David and Peggy Stein
November 19, 2016
it's been four years. I miss him more than ever and as constantly as ever. Not a day goes by....he was that vital a force in my life.
Ralph Arzoomanian
November 18, 2016
What a marvelous, funny, intelligent soul he was, so full of life and hope and righteous fire. Love you forever, Mr. Stein.
Claudia
April 8, 2013
I was blessed to have taken a course taught by Dr. Stein during the brief time that he was the Dean of the University of Texas Drama Department. The course was entitled "Arts Omnibus", you can imagine how interesting it was to hear Dr. Stein share his passion about all forms of art, and his passion for everyday life. There was nothing usual or mundane about the man, there was always something special to be seen, in every situation, and he could see it. I know that my college experience and my life would have been less rewarding without having had the fortune of being a student in his class. God bless him!
Jim Tucker
February 18, 2013
wonderful sentiments, all. Nothing I could possibly add even after knowing him some fifty years.
ralph arzoomanian
February 15, 2013
Thank you Howard for your kindness, caring and compassion. You will be missed greatly, and will be in my heart always dear friend.
David J. Mora Columbia 84
David Mora
January 15, 2013
I will remember Howard Stein for helping me write what I needed to write. He was a wonderful, generous man.
Jim Yoshimura
January 7, 2013
One of the great joys of moving back to New York three and a half years ago was to reconnect with Howard after many decades. The visits and phone conversations I had with him I will always treasure. Even with the infirmities and health challenges he faced, he was always engaged, supportive, caring, and insightful. I will miss him but grateful that I had Howard back in my life - if only briefly - as a mentor, a gracious host, but most of all, a dear, kind, and loving friend.
Bob Barnett
December 16, 2012
In New Orleans, hurricanes, water pump failure, flooding, etc., is an old Southern tradition. And a hurricane in 1974-5 hit on a Saturday, flooding my parents home...for a second time. The next day - a Sunday - a knock came at the door of my Hall of Graduate Studies dorm room. I opened the door, and there is Howard... in tweed. Shocked, I thought, "Was my Basho that bad?" I asked him in. He stayed at the door and said, "I just came by to tell you, your parents called and they're fine." He was human and gave a damn. He turned me onto to paradox, heavy reading and Edison Hotel blintzes. And I miss him.
Andrew Davis
December 15, 2012
at YSD graduation, May 1977
Julie Haber
December 15, 2012
I remember Howard with such fondness. His class was the first of my morning classes at Yale.
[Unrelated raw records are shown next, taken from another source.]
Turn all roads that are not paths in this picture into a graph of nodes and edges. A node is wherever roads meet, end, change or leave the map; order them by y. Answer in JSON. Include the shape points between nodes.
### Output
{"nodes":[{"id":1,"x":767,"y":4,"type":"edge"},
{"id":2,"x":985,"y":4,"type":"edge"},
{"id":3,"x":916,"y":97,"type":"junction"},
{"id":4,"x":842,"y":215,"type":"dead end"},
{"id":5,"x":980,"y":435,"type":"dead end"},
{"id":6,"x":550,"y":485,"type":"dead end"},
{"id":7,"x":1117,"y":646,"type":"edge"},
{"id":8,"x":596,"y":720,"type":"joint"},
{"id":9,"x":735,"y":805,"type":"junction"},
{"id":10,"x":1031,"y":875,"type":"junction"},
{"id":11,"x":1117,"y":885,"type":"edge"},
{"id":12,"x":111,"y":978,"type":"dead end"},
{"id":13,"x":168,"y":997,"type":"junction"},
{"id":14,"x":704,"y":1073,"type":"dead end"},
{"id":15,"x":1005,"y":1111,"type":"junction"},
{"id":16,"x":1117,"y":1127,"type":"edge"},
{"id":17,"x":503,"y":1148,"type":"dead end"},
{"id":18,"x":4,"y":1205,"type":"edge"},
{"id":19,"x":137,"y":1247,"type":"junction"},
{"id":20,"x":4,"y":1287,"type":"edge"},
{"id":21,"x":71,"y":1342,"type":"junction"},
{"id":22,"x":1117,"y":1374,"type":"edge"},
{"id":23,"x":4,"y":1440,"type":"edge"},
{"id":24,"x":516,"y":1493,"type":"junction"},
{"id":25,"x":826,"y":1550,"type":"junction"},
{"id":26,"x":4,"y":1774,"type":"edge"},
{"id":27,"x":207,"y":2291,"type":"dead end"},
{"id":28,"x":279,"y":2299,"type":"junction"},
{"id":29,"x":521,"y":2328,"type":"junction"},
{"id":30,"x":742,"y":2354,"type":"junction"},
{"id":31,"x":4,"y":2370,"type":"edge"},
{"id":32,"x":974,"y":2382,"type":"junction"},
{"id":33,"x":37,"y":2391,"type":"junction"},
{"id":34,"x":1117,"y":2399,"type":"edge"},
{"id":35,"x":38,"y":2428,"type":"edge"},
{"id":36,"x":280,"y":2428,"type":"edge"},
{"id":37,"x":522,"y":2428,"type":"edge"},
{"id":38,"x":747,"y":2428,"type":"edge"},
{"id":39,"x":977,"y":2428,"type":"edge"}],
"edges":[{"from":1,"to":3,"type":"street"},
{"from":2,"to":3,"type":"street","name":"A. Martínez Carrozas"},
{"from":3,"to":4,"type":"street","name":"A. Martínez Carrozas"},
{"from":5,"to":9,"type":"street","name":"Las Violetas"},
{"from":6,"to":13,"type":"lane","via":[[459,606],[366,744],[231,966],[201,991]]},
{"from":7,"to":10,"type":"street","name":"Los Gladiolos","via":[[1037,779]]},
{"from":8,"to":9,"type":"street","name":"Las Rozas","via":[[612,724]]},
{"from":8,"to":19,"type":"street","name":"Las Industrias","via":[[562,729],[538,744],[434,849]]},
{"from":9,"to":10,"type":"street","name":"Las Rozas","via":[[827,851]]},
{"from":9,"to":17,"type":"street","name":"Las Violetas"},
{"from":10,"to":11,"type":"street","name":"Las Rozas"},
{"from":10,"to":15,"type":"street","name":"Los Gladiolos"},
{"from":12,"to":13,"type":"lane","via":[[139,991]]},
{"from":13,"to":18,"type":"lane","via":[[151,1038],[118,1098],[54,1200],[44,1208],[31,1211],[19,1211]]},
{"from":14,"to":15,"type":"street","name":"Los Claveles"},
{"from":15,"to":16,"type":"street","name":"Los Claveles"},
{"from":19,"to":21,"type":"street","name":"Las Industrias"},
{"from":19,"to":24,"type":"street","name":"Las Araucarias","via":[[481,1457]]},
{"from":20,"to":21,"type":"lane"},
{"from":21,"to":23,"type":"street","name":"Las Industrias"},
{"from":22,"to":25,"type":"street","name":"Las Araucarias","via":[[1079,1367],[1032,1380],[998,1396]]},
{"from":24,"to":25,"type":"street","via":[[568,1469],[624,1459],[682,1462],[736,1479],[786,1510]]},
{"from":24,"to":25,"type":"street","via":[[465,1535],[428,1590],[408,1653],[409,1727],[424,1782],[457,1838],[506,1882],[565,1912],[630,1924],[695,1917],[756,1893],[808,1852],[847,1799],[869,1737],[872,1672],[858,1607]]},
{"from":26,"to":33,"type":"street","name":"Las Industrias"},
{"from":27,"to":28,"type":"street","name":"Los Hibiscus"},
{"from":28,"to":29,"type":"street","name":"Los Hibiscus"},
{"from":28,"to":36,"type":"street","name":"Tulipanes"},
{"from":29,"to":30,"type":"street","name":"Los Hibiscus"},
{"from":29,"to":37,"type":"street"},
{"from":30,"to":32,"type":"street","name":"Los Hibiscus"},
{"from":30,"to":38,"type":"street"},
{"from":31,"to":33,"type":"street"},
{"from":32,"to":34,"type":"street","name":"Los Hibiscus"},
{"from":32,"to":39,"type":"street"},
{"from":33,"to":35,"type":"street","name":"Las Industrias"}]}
After I had arrived late the second time, he gently asked me how he could help me be more punctual, if a wake-up call might help, and I replied, thinking he was joking, with "Oh yes, please." He called me every week from then on to help me get up in time! I have never forgotten that level of commitment to each student with whom he came in contact. And of course, it was SO worth getting up in time. He will be sorely missed.
Julie Haber
December 10, 2012
I was Howard's first playwriting student at the University of Iowa in 1960. He was THE Mentor of my life as writer, educator, and person. He once literally saved my education, career, and life. We were close and in touch to the end. I loved him like a father or brother. He lived in the flame of his own brilliant, humanitarian vision.
Jerry L, Crawford
December 7, 2012
Interesting to read the other entries. So many are expressing my exact thoughts. Howard obviously is fondly remembered.
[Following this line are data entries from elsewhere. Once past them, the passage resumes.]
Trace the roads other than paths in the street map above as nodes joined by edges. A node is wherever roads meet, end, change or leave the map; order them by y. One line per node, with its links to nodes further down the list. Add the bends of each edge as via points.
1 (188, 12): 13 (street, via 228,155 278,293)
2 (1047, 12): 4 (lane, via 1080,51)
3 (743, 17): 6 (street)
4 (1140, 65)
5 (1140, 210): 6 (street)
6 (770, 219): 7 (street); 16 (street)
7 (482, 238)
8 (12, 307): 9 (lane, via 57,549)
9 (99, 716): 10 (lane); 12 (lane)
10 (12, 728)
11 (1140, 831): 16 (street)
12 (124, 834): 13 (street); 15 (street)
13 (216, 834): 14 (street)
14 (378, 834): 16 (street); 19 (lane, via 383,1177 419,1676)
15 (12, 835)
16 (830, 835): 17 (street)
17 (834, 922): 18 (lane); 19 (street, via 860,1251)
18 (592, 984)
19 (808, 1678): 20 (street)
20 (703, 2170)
My story: Howard was directly responsible for my graduating with my class and quite possibly graduating from Yale at all. An angry teacher...an angry but anxious student...tension all around. Howard diffused the situation, offered alternatives and I was off with degree in hand a few months later. Howard was always kind and encouraging to me but this sealed the deal.

Howard will be in my heart forever.
Nancy Thun
December 2, 2012
When I was about to graduate from Yale Drama, I told Howard that I had never been to Mory's, the legendary New Haven private bar. Howard promptly took me. I remember his kindness toward those of us who were lesser lights in the Yale firmament - a welcome and genuine source of encouragement.
Ralph Redpath
November 18, 2012
Stein family, Iowa City ~1964
November 13, 2012
If it weren't for Howard I would never had made it through my last year at the drama school. His quiet kindness to me kept me going through all the adversity and when he handed me my diploma his strong handshake and our shared smile meant the world to me. He was a true teacher. My admiration and gratitude are forever. Thank you for all you gave to your students, Howard.
Lizbeth Mackay
November 12, 2012
Howard tees off ~2000
November 12, 2012
Howard probably~1970
November 12, 2012
Howard and Marianne ~2007
November 8, 2012
Howard taught me, lovingly, every time we met. He was truly a rara avis; one of those great wise souls who knew the important thing about everything and could accurately quote you reference. He was vigorous in his dislikes but never unkind or threatening...and if he liked you you could do no wrong, even when he was telling you you did. Always ebullient and filled with words of encouragement, every time I heard his voice I was uplifted.
He always began with "Marianne and I" and he always ended with "Please tell Wesley that Marianne and I both..." Oh how he loved her. It showed in every gesture and in every look.
Howard Stein brightened my life and he always will. After the first time we met he sent me a note quoting the first lines of Philip Roths first book and told me they reminded him of me. I keep those lines with me every day.
Christopher Beach
November 6, 2012
Howard and blintzes at the Edison...his love and support of all the Yale Drama Family and his unquestioning embracing and inclusion of their loved ones will always keep him in my heart.
Jennifer Loew Davis
November 4, 2012
Howard was a beloved friend, mentor, and inspiration to me for over thirty years. At Yale he helped me forge my earliest values as an artist, and over the ensuing years he remained a touchstone for truth and passion in the theatre. His great intellect was matched by his enormous heart, and he always made me laugh very hard.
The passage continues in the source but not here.